# Das optimale Angelwetter



## Boranda (31. Mai 2002)

Hallo,

ich schon oft die Erfahrung gemacht bei Ostwind kann man zu Hause bleiben, weil da überhaupt nichts läuft.
Was haltet ihr für das optimale Angelwetter?

Meine Meinung:
leichter bis mittlerer Westwind (auf keinen Fall Ostwind)
20/21 Grad, bewölkt.

Wie sind eure Erfahrungen?


Boranda


----------



## ollidi (31. Mai 2002)

Mit dem Ostwind kann ich Dir nur Recht geben.

Leicht bewölkt ist auch gut. Temperatur ist eigentlich relativ egal und abhängig von der Fischart. 

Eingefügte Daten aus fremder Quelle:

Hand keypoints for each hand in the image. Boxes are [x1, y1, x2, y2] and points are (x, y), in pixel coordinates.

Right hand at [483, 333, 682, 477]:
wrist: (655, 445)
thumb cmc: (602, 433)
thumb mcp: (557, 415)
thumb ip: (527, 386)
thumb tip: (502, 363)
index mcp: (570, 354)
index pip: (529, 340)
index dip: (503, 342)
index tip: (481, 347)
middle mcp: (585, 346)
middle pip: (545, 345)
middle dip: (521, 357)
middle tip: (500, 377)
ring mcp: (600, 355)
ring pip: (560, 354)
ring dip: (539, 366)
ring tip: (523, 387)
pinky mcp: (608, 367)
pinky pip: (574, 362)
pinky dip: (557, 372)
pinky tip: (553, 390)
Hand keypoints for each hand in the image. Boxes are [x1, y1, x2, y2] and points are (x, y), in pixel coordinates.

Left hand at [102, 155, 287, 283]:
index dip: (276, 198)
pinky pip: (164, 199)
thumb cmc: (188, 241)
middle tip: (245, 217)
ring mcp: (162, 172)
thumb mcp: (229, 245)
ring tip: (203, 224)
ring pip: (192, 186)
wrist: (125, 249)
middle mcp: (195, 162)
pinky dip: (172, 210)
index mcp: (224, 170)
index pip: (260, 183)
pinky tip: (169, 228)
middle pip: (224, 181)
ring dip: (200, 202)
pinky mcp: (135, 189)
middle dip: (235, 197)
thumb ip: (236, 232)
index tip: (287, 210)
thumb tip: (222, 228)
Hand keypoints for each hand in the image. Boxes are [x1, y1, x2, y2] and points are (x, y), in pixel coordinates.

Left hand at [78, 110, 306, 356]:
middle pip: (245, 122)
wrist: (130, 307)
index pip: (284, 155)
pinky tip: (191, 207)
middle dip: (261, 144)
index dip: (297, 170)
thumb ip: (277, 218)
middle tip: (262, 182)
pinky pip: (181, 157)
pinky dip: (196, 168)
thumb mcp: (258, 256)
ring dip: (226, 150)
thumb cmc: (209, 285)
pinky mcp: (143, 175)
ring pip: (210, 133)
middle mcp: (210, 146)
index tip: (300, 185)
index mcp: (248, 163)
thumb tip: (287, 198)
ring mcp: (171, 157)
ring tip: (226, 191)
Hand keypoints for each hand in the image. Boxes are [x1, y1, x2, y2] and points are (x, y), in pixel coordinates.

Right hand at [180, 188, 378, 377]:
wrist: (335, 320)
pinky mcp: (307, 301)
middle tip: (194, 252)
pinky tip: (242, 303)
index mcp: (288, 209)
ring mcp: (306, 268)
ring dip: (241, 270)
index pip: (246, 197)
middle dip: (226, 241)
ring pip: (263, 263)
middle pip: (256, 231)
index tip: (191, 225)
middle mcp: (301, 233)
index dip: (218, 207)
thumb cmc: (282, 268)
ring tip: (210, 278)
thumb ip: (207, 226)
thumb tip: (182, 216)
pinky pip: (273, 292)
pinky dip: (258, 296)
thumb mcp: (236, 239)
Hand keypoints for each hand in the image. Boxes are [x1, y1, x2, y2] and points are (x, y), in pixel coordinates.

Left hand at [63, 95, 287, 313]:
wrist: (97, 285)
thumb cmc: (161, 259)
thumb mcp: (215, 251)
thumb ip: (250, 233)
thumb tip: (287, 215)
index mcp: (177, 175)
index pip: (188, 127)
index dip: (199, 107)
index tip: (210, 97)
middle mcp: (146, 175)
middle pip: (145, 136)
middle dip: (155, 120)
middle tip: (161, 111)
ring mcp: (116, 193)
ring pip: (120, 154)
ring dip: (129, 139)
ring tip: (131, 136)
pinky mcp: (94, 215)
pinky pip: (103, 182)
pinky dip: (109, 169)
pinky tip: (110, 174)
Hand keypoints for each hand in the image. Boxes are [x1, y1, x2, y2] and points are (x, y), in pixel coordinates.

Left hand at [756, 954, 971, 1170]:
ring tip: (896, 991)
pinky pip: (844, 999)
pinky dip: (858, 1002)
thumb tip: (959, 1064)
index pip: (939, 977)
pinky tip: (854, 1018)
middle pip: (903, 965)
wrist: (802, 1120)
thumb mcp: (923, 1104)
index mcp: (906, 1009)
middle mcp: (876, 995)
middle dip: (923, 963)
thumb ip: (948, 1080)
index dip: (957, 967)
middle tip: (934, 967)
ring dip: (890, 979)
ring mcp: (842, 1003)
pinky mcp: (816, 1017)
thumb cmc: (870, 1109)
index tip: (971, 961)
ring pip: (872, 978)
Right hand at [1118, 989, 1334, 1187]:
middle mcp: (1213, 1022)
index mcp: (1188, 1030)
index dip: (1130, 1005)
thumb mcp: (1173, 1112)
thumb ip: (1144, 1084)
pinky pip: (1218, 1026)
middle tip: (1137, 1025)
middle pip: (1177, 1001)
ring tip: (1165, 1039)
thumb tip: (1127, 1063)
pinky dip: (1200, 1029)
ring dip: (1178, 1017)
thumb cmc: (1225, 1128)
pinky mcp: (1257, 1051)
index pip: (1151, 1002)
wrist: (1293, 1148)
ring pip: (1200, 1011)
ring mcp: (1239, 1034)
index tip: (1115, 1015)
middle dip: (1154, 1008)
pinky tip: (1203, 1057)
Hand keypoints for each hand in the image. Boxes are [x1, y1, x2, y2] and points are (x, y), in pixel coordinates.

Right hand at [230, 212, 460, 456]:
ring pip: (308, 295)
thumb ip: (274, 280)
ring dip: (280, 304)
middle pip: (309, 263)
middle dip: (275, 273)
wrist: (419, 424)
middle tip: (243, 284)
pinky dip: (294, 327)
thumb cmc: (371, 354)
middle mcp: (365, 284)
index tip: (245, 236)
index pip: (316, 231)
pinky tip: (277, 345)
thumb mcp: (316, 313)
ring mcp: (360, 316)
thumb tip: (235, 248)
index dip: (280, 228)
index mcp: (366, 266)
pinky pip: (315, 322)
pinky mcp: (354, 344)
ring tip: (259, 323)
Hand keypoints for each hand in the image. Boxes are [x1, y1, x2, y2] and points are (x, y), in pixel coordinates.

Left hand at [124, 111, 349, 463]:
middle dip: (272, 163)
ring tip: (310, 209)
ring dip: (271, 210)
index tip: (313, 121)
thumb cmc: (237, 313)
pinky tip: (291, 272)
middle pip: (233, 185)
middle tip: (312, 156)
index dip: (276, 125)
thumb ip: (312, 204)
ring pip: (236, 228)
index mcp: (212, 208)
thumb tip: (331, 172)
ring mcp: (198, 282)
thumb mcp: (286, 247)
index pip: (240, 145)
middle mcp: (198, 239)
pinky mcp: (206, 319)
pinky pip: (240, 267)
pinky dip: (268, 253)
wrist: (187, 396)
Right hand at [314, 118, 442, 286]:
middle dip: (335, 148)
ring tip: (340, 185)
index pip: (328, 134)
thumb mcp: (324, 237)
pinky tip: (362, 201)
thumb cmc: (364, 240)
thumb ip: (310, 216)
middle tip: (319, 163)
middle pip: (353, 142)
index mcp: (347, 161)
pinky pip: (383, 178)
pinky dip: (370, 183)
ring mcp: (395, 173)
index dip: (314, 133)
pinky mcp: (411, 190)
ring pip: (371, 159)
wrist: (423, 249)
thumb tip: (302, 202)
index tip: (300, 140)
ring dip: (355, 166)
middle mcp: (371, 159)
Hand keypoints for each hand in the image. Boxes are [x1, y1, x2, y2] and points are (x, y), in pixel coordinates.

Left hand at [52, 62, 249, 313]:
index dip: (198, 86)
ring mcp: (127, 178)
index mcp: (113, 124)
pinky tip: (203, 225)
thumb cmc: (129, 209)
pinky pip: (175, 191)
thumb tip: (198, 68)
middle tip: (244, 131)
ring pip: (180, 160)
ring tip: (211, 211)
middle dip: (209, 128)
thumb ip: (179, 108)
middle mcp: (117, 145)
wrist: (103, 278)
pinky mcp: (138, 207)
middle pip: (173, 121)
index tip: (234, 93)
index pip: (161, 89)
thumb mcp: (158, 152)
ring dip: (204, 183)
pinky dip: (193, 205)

Ich probiere es trotzdem immer wieder bei jedem Wetter.


----------



## Klausi (31. Mai 2002)

Meinst Du jetzt wirklich den Bereich Norwegen ,oder allgemein ? Wenn Du Norwegen meinst,würde ich sagen ,dass jedes Wetter zu nutzen ist, wo man mit ein Boot rausfahren kann.Da das Wetter sehr schnell umschlagen kann.Ich bin mir aber garnicht so sicher, dass DU auch Norwegen meinst.

Petri Heil

Klausi


----------



## Boranda (31. Mai 2002)

Hallo,

ich meine nicht nur Norwegen, allgemein auf unsrere einheimischen Gewässern bezogen.


----------



## wodibo (31. Mai 2002)

Dann schickt doch einer der Mods das Thema zu mir :m

Danke scheeen


----------



## Kunze (31. Mai 2002)

Hallo! In der Tat ist das Thema in Angeln allgemein besser aufgehoben.  #h


----------



## Thomas9904 (31. Mai 2002)

Gutes Angelwetter ist wenn Fische  beißen.
Und ich habe auch schon bei jedem Wetter, bei jeder Windrichtung und jedem Mondstand erlebt: 
Tolle Fangtage und miese Schneidertage.


----------



## til (31. Mai 2002)

Zum Spinnfischen am liebsten Wind. Lieber Ostwind als Windstille, aber am liebsten aus westlichen Richtungen (NW bis SW). Wechselnd bewölkt mit vereinzelten Schauern (nur nich zu doll bitte). Ein ganz leichtes Hochwasser, welches das Wasser ein bisschen trübt ist *super*, auch ein grösseres Hochwasser welches zurückgeht kommt gut.
Je schöner (sonnig und windstill) das Wetter, umso früher muss ich raus, um zu fangen. #u gähn!


----------



## Mr.Karpfen (31. Mai 2002)

bei mir sind die  erfolgreichsten tage so verloffen:
- 20-26°C
- Windstill bis leichter wind aus irgendeiner Richtung
- leicht bewölkt bis wolkenlos
und das schon ein paar tage lang... dann sind die chancen für karpfen schleien usw... gut. Für Hechte usw... würde ich an einem Tage gehen, an dem das Wetter umschlägt. D.h. wenn es ein paar Tage lang nicht so heiss war o.ä. .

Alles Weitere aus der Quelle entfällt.